• [Task details]: Starting at the line below with "thumb cmc: (350, 308)" and stopping at the line with "pinky tip: (112, 113)", please print each line exactly, those two included, and skip every picture.

[Keypoint coordinate data]

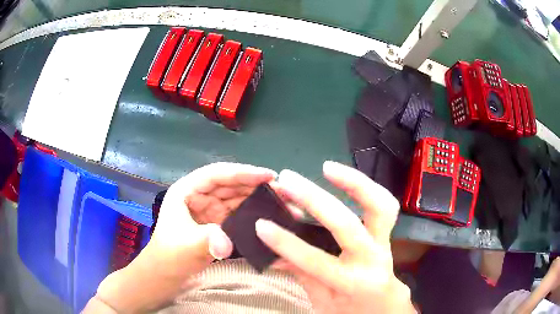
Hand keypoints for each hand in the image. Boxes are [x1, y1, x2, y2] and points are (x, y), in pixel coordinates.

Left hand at [149, 162, 275, 273]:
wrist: (167, 272)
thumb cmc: (170, 255)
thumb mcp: (186, 245)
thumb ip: (207, 240)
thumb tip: (227, 244)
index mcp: (187, 190)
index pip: (216, 174)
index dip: (242, 172)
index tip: (268, 175)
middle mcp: (199, 195)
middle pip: (230, 184)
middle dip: (254, 184)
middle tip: (282, 190)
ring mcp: (209, 208)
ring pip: (236, 197)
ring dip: (256, 197)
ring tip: (280, 201)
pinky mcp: (217, 222)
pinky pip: (237, 212)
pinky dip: (252, 212)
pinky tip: (267, 215)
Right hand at [256, 161, 415, 313]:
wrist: (383, 306)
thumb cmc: (350, 308)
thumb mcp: (322, 299)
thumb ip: (300, 273)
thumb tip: (271, 252)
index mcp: (352, 284)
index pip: (315, 261)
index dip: (286, 243)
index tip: (261, 225)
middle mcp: (372, 260)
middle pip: (347, 226)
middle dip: (315, 200)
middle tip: (288, 181)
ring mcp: (384, 243)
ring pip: (380, 206)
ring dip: (355, 183)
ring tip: (327, 168)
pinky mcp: (387, 233)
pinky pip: (385, 204)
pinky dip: (367, 187)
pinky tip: (345, 177)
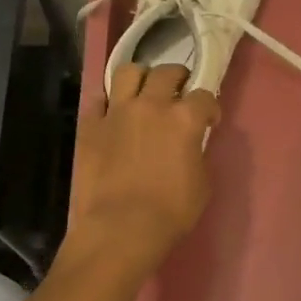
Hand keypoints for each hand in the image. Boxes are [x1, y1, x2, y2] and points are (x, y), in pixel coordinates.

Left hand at [61, 63, 219, 279]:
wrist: (120, 228)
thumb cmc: (170, 212)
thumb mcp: (201, 184)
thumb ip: (197, 155)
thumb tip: (191, 146)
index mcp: (184, 119)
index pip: (204, 96)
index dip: (210, 107)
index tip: (209, 120)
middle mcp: (151, 105)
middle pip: (167, 72)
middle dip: (178, 78)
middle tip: (179, 94)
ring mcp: (117, 112)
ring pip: (128, 72)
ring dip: (141, 77)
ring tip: (143, 91)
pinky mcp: (90, 126)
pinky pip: (97, 99)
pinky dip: (108, 102)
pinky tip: (112, 113)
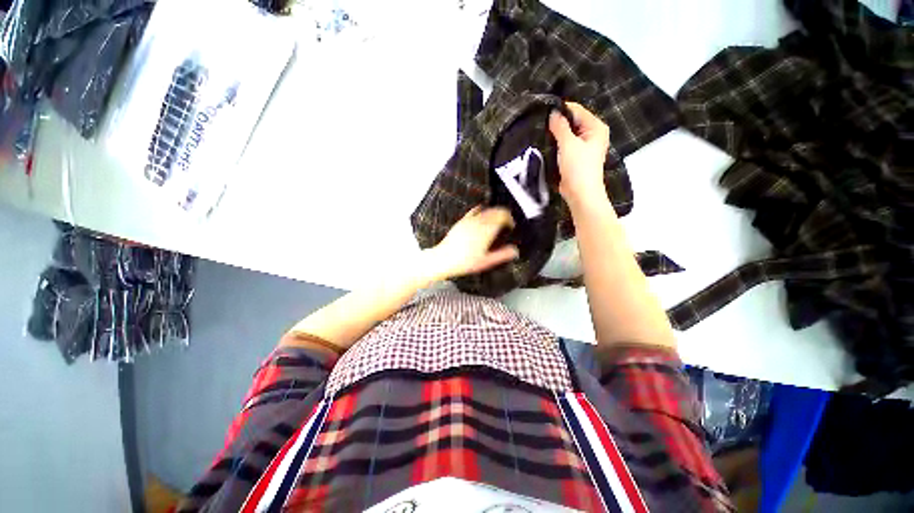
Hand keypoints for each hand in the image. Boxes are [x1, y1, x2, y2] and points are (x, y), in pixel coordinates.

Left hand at [427, 206, 519, 280]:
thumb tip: (515, 251)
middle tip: (506, 223)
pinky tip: (482, 215)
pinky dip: (481, 211)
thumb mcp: (486, 262)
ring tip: (496, 221)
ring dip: (494, 213)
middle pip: (496, 211)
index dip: (510, 219)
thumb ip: (502, 255)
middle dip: (504, 215)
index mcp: (487, 231)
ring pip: (486, 210)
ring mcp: (469, 221)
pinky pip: (474, 211)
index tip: (511, 226)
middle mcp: (479, 222)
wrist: (443, 259)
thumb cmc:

• [Solution to the problem]:
thumb cmc: (350, 308)
thumb mcp: (322, 299)
thumb ip: (300, 273)
thumb tip: (271, 252)
index mcp: (352, 284)
index pip: (315, 261)
index dip: (286, 243)
index tip: (261, 225)
middle mcp: (372, 260)
middle pip: (347, 226)
middle dip: (315, 200)
middle tip: (288, 181)
ring mcp: (384, 243)
ring pip: (380, 206)
ring dip: (355, 183)
ring tip: (327, 168)
pinky mcp: (387, 233)
pinky pip: (385, 204)
pinky dip: (367, 187)
pinky tip: (345, 177)
Hand keypoints for each hand in the image. Boxes are [x1, y1, x2, y2] and points are (x, y), in pixel coordinates.

Left hand at [61, 63, 219, 279]:
wrist: (120, 228)
thumb cmc: (170, 212)
thumb mcp: (201, 184)
thumb ip: (197, 155)
thumb tip: (191, 146)
index mcp: (184, 119)
index pip: (204, 96)
index dip: (210, 107)
index tip: (209, 120)
middle mcp: (151, 105)
middle pip: (167, 72)
middle dip: (178, 78)
middle tip: (179, 94)
ring mcp: (117, 112)
ring pip: (128, 72)
ring dip: (141, 77)
ring tip: (143, 91)
pinky mcp: (90, 126)
pinky pip: (97, 99)
pinky dip: (108, 102)
pinky tip: (112, 113)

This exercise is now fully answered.